- League: National Basketball Association
- Sport: Basketball
- Duration: October 10, 1972 – March 28, 1973 March 30 – April 29, 1973 (Playoffs) May 1–10, 1973 (Finals)
- Games: 82
- Teams: 17
- TV partner: ABC

Draft
- Top draft pick: LaRue Martin
- Picked by: Portland Trail Blazers

Regular season
- Top seed: Boston Celtics
- Season MVP: Dave Cowens (Boston)
- Top scorer: Nate Archibald (Kansas City–Omaha)

Playoffs
- Eastern champions: New York Knicks
- Eastern runners-up: Boston Celtics
- Western champions: Los Angeles Lakers
- Western runners-up: Golden State Warriors

Finals
- Champions: New York Knicks
- Runners-up: Los Angeles Lakers
- Finals MVP: Willis Reed (New York)

NBA seasons
- ← 1971–721973–74 →

= 1972–73 NBA season =

27th NBA season

The 1972–73 NBA season was the 27th season of the National Basketball Association. The season ended with the New York Knicks winning the NBA championship, beating the Los Angeles Lakers 4 games to 1 in the NBA Finals. This would be Wilt Chamberlain's final season playing in the NBA.

== Notable occurrences ==
- The Cincinnati Royals relocated and became the Kansas City-Omaha Kings, splitting home games between Kansas City, Missouri and Omaha, Nebraska.
- The relocated Kings were moved from the Central Division of the Eastern Conference to the Midwest Division of the Western Conference. The Phoenix Suns were moved from the Midwest Division to the Pacific Division, and the Houston Rockets were moved to the Central Division in the spot formerly occupied by the Royals, despite being farther west than all four teams (Kansas City-Omaha, Chicago Bulls, Detroit Pistons and Milwaukee Bucks) in the Midwest.
- Nate "Tiny" Archibald of the Kings became the first NBA player to officially lead the league in both points and assists during the same season. Oscar Robertson had led the league in average points and assists in the 1967–68 season, but at that time statistical leaders were based on totals, not averages.

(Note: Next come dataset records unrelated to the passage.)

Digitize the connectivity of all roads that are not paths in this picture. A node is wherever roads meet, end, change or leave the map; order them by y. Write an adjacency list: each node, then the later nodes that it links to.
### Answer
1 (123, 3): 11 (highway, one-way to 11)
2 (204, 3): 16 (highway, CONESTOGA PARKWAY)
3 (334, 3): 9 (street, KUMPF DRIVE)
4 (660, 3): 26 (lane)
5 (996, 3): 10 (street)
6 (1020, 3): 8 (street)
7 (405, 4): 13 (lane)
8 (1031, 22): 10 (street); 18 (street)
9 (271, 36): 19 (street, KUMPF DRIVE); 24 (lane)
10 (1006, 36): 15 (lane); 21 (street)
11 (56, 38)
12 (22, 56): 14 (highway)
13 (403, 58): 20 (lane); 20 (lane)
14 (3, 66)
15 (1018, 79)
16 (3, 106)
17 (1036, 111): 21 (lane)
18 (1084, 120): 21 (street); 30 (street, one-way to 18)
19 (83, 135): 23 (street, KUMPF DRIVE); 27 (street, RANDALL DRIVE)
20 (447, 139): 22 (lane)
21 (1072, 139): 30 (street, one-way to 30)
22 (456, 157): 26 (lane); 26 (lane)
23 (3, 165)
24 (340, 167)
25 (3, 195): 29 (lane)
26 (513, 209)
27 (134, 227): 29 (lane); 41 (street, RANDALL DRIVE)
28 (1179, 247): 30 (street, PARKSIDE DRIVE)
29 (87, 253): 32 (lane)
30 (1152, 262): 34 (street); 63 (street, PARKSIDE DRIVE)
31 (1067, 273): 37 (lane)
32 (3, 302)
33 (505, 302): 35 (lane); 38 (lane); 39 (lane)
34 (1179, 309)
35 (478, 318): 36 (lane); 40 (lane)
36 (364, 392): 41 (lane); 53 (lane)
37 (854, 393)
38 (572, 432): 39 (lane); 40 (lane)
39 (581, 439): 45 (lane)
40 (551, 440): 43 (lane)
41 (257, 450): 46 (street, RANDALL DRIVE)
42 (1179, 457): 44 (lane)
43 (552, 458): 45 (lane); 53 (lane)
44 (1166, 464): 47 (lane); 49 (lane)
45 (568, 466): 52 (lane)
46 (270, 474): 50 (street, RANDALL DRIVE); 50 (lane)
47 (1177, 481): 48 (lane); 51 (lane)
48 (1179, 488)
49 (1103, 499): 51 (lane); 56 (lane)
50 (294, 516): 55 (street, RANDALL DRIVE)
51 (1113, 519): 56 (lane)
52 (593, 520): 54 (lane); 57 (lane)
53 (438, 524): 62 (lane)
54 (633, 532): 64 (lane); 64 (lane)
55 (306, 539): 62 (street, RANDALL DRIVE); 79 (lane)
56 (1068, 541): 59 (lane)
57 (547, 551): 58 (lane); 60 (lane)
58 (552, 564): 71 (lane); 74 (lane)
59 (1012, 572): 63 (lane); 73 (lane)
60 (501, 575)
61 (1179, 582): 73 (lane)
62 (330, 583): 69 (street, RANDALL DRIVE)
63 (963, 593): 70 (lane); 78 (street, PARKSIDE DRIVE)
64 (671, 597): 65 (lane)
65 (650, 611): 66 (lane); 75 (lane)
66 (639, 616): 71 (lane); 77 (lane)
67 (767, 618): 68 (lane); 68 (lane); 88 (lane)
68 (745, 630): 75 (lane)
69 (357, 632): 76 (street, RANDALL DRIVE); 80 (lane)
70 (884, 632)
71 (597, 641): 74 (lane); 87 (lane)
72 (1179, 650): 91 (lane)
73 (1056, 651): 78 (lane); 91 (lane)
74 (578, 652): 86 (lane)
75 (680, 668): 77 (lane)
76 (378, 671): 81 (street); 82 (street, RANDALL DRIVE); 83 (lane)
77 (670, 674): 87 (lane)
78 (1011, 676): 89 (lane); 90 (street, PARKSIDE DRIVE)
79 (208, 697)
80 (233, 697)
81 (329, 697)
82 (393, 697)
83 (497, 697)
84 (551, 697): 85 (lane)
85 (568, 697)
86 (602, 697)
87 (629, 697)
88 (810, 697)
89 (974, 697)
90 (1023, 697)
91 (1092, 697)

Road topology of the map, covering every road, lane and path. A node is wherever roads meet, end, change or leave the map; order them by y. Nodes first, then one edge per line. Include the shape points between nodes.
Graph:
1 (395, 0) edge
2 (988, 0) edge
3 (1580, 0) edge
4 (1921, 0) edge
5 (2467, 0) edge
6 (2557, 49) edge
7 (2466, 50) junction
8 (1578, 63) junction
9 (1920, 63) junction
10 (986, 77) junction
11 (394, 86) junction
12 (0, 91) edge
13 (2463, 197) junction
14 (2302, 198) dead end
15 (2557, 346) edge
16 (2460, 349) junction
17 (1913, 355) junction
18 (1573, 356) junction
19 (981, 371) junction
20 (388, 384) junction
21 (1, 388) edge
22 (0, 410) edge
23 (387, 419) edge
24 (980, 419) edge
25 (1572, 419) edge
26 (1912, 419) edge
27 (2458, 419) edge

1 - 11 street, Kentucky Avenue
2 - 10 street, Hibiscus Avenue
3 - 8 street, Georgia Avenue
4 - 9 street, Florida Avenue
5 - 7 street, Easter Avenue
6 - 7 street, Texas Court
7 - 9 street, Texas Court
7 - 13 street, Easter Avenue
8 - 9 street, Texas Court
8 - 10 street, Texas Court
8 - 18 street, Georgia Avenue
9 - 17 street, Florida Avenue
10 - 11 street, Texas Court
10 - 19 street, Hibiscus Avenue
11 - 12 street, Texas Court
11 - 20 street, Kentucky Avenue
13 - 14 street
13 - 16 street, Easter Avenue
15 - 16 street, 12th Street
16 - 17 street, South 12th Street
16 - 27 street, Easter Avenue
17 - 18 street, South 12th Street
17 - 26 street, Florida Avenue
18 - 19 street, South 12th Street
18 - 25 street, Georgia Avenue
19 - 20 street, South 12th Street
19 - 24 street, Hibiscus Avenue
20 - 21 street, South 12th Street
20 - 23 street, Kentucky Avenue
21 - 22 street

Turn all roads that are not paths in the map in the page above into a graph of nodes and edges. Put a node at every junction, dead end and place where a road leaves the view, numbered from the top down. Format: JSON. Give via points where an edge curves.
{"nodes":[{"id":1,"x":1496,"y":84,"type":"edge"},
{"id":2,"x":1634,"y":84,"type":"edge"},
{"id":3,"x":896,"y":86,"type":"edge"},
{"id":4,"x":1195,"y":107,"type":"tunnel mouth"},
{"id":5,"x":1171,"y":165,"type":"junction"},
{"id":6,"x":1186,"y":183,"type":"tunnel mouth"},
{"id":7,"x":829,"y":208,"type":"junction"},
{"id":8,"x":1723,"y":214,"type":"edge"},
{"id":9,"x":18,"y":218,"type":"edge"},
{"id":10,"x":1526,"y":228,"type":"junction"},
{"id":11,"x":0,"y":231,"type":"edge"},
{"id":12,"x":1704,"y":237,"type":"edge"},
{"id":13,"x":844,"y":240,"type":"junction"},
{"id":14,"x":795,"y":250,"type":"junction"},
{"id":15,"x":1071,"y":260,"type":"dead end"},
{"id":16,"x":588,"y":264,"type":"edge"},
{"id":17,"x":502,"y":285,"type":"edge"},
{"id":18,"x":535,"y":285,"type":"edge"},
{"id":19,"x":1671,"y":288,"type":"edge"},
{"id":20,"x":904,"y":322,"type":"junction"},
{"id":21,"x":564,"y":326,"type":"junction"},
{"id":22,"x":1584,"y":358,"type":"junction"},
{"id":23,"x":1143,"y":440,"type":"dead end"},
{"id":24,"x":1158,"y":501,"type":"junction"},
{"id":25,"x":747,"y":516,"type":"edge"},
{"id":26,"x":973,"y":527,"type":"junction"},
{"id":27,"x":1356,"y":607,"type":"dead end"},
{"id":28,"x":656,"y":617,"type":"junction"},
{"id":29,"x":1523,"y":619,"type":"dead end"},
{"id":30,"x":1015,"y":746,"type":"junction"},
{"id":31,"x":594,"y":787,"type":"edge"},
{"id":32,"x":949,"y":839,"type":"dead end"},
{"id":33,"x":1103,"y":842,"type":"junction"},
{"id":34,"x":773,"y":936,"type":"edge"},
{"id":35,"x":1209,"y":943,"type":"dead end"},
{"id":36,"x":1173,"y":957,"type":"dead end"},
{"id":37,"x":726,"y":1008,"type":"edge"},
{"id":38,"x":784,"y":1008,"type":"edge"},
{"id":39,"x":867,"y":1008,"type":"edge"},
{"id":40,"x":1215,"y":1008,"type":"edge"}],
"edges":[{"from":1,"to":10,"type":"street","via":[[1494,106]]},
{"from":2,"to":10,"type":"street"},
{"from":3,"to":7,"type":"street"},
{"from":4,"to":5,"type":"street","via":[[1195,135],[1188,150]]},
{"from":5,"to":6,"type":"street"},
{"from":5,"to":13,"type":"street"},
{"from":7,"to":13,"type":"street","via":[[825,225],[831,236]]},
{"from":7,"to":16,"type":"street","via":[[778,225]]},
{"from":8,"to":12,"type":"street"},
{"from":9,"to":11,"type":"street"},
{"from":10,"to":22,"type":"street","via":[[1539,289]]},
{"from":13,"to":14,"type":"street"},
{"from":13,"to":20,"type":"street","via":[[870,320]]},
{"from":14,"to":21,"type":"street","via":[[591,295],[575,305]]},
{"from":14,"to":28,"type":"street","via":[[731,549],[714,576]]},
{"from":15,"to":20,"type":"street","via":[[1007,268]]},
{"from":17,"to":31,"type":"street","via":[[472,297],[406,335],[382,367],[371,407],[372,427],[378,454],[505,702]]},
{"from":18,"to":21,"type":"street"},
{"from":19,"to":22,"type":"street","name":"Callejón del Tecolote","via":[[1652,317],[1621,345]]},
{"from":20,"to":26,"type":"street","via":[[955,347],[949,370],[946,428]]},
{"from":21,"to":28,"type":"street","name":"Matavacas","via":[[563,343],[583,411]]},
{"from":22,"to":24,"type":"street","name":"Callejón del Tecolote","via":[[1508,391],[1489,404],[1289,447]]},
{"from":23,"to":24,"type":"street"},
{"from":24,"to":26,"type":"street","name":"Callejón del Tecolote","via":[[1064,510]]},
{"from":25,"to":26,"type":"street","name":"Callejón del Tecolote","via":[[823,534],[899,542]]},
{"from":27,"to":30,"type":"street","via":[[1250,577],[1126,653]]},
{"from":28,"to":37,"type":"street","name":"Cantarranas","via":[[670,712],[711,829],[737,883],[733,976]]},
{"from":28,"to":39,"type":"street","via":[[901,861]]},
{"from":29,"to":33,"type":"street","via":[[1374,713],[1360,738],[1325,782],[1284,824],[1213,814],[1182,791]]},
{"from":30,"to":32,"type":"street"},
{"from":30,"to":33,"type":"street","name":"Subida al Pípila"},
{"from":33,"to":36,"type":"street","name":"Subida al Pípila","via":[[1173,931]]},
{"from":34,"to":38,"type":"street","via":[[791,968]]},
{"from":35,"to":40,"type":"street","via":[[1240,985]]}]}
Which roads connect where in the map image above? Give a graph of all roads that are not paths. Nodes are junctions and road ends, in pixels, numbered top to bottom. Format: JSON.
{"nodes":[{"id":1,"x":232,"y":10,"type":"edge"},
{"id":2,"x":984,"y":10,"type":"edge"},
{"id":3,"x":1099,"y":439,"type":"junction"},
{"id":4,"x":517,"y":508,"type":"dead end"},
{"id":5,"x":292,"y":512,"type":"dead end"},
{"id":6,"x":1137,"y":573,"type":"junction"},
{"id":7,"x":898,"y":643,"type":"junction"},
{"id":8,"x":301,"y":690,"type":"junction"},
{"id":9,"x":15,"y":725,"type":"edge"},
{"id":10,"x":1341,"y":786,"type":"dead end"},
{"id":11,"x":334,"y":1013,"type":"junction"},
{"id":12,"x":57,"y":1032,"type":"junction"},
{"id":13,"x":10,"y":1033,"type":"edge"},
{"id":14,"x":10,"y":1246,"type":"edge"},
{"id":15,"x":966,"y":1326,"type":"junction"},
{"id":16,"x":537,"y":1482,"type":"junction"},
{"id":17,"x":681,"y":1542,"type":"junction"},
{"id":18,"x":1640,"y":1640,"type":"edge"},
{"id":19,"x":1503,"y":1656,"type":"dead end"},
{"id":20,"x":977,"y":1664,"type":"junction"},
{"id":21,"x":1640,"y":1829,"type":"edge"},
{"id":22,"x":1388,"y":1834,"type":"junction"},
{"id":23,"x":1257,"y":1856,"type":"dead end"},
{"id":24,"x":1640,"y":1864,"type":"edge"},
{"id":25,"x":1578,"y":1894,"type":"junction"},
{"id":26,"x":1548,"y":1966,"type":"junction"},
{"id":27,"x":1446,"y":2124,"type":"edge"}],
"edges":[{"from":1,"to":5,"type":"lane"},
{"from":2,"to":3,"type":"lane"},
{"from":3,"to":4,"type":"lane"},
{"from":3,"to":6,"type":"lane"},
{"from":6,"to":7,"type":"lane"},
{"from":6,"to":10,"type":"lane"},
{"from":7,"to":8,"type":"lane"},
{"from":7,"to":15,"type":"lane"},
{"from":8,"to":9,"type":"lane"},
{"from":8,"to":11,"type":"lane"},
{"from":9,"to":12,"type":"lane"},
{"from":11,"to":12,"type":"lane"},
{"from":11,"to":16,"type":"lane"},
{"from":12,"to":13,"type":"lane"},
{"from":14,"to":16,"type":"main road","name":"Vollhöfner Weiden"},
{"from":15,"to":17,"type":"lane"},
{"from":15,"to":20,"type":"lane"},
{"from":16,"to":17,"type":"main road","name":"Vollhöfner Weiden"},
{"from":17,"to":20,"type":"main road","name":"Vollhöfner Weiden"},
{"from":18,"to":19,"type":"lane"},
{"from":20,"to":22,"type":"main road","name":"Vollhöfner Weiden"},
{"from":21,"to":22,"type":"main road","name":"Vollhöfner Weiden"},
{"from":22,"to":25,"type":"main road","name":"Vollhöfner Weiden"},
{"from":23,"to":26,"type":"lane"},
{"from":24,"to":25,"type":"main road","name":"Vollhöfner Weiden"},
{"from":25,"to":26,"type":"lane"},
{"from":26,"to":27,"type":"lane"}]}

Therefore, Robertson did not officially lead the league due to missing 17 regular season games.
- The 1973 NBA All-Star Game was played at Chicago Stadium in Chicago, with the East beating the West 104–84. Dave Cowens of the Boston Celtics won the game's MVP award.
- The Atlanta Hawks played their inaugural season in the Omni Coliseum.
- The Baltimore Bullets played their final season in Baltimore, before relocating to the Washington, D.C. suburb of Landover, Maryland as the Capital Bullets for the following season. The Bullets would return to Baltimore for a few home games each season from 1989–1997.
- This was the final season of the NBA on ABC. However, the network would regain NBA coverage starting in the 2002–03 season.
- The Philadelphia 76ers finished with a 9–73 record. Their 0.110 winning percentage was the all-time worst mark in the NBA until the 2011–12 Charlotte Bobcats finished a shortened season with a 0.106 winning percentage. It remains the worst record for an 82-game season. The 76ers also became the first team to lose 70 games in a season and the only team to win fewer than 10 games in an 82-game season.
- This was Wilt Chamberlain's final NBA season. Leading the league in both rebounds per game and field goal percentage, he remains the only NBA player in league history to lead the league in a major statistical category in every eligible season of his career. In addition, his field goal percentage of .727 was an NBA single-season record until the 2019–20 season, when Mitchell Robinson was approximately 1.5% more accurate while attempting 245 fewer field goals than Chamberlain.
- It was also the final season for Hal Greer, Gus Johnson, Tom Sanders, and Kevin Loughery who would later become the head coach for the New York Nets of the American Basketball Association.
- At the end of three quarters of their game at the Boston Garden on October 20, 1972, the Boston Celtics led the Buffalo Braves 103–60. The Braves then recorded an incredible turnaround, scoring 58 points in the last quarter to lose the game by just 8 points, 126–118. The 58 points scored by the Braves is still the NBA record for the most points scored by one team in any quarter of any game
- Free throws on common (non-shooting) fouls in the frontcourt prior to the fifth team foul of a quarter are eliminated. Teams instead receive possession out of bounds at the point of interruption. Backcourt fouls prior to the penalty still result in two free throws (three to make two if the fouling team is over the limit).

Coaching changes
Offseason
| Team | 1971–72 coach | 1972–73 coach |
| Atlanta Hawks | Richie Guerin | Cotton Fitzsimmons |
| Buffalo Braves | Johnny McCarthy | Jack Ramsay |
| Phoenix Suns | Cotton Fitzsimmons | Butch Van Breda Kolff |
| Philadelphia 76ers | Jack Ramsay | Roy Rubin |
| Portland Trail Blazers | Rolland Todd | Jack McCloskey |
In-season
| Team | Outgoing coach | Incoming coach |
| Detroit Pistons | Earl Lloyd | Ray Scott |
| Houston Rockets | Tex Winter | Johnny Egan |
| Philadelphia 76ers | Roy Rubin | Kevin Loughery |
| Seattle SuperSonics | Tom Nissalke | Bucky Buckwalter |

== Season recap ==

=== Setting the scene ===
This season began in the wake of the remarkable victory of the Los Angeles Lakers, who ended an agonizing decade of runner-up finishes with their first NBA title on the West Coast. It was also the first Laker title since George Mikan over fifteen years previous. The '71–'72 title had come after a tremendous Western Conference Finals with Milwaukee and their superstar center, Kareem Abdul-Jabbar, the former title-winning Lew Alcindor. A Laker and Bucks rematch in the playoffs figured to decide the next championship just as it had the last two. The East, clearly the dominant half of the league for so long, looked to be the weaker half again at the start of this season as they had the last two years.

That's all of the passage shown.